4. To acquire more land for slave owners, Jackson stole land from Indian nations across the Southeast. As President, Jackson enacted the Indian Removal Act of 1830. Although the Supreme Court ruled against this policy, Jackson defied the court and ordered the removal.

5. Jackson represented the slave states that voted to enact the removal policy. The southern state governments destroyed Indigenous governments, banned assemblies, denied Indians the right to sue or testify in court, or dig gold on their own land.

6. Jackson drove 17,000 Cherokees from their farms and force-marched them to Oklahoma in winter, which came to be known as the Trail of Tears.

7. Jackson’s Trail of Tears caused the death of 8,000 Cherokee and Chickasaw and 4,000 Choctaws. They died from brutality, hunger, exposure, and disease in prison camps.

8. In 1816 Jackson ordered the horrific massacre of 330 free Blacks, men women and children at “Fort Negro” in Florida. This was a thriving farming/herding community of free Blacks. Jackson wrote “it ought to be blown up…destroy it and return the stolen negroes to their owners.”

9. While in the military, Jackson invaded Florida in 1818. He carried out wars against the Seminole, Creek and Muscogee Indians. Jackson’s purpose was to acquire Florida for slave owners and prevent runaway slaves from joining the Seminoles. Jackson burned the homes and crops of the Seminole and others.

10. Jackson was opposed to treaties calling them “an absurdity” and said, “the government should simply impose its will on them.”

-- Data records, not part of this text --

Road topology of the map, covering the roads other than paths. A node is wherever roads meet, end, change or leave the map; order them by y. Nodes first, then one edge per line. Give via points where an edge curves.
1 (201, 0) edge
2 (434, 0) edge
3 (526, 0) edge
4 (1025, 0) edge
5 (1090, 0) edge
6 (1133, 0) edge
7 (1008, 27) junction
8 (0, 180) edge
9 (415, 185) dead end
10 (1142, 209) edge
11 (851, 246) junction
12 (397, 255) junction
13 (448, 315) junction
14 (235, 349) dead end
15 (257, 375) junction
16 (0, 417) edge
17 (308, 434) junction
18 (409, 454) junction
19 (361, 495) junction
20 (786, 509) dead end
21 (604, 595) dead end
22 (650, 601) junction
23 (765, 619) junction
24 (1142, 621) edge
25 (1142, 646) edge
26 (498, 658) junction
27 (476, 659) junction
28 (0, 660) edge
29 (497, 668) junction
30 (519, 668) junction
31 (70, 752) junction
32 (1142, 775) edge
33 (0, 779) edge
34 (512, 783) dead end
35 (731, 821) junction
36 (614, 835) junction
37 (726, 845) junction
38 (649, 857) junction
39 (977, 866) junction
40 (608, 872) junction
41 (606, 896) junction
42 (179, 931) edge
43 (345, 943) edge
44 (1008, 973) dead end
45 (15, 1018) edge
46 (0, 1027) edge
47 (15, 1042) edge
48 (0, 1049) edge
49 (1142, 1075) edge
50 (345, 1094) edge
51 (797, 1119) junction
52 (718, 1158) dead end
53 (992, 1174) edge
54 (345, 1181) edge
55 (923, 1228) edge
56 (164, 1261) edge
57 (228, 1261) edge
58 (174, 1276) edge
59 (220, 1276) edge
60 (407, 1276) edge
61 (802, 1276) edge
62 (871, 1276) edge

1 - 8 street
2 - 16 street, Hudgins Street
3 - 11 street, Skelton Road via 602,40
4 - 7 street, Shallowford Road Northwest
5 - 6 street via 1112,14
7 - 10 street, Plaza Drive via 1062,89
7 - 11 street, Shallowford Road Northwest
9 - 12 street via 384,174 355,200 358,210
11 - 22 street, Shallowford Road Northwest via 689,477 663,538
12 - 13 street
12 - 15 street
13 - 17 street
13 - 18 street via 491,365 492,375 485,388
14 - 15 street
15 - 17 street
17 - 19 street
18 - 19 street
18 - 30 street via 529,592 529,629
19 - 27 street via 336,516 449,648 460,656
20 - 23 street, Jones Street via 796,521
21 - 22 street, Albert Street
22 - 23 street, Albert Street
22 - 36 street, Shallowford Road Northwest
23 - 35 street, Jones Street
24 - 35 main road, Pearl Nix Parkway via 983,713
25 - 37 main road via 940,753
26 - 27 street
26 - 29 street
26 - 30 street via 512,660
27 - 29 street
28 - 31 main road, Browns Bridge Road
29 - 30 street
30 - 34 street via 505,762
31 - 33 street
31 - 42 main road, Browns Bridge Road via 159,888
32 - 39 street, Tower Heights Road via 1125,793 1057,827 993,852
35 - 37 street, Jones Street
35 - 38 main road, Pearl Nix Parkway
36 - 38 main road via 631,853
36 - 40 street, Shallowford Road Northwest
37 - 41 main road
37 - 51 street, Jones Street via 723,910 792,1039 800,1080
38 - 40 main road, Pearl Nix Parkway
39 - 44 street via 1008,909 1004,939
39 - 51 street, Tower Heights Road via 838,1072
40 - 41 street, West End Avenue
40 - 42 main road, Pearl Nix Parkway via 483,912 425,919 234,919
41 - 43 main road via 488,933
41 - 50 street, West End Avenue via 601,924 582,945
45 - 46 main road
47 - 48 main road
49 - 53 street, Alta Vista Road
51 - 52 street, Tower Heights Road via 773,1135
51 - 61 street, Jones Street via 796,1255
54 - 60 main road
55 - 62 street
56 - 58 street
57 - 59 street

Notes on Louisiana: The Colfax Massacre

By Malcolm Suber

One of the bloodiest incidents in the struggle of the newly freed African people in Louisiana occurred in Colfax, LA (Grant Parish) on Easter Sunday, 1873. This assault is one of the largest racist massacres in US history. The Ku Klux Klan and white supremacists organized by the Democratic Party as the White League sought to destroy the political rule of the Black majority Republican Party that controlled Grant Parish. More than 150 Black men were murdered by the white supremacists, 37 of whom were executed after surrendering.

In the wake of the contested 1872 election for governor of Louisiana and for local offices, a group of white Democrats armed with rifles and small cannons outgunned Black Republican freedmen and the Black militia of Grant Parish who were trying to defend Black office holders in the Courthouse. The white supremacists had sworn they would execute any Black elected official they apprehended.

Historian Eric Foner described the masscre as the worst instance of racial violence during Reconstruction. According to Foner, “every election [in Louisiana] between 1868 and 1876 was marked by rampant violence and pervasive fraud.”

Under the 1870 Enforcement Act, federal prosecution and conviction of a few Colfax perpetrators was appealed to the Supreme Court. In a key case that led to the abandonment of the freedmen by the federal government, the court ruled in United States v. Cruikshank (1876) that protections of the Fourteenth Amendment did not apply to actions of individuals, but only to actions of state governments. After this ruling, the federal government could no longer use the Enforcement Act to prosecute paramilitary groups such as the White League, which had begun forming chapters across Louisiana in 1874. Intimidation and Black voter suppression by white supremacist organizations were instrumental to the Democratic Party regaining political control of the Legislature in the elections of 1876.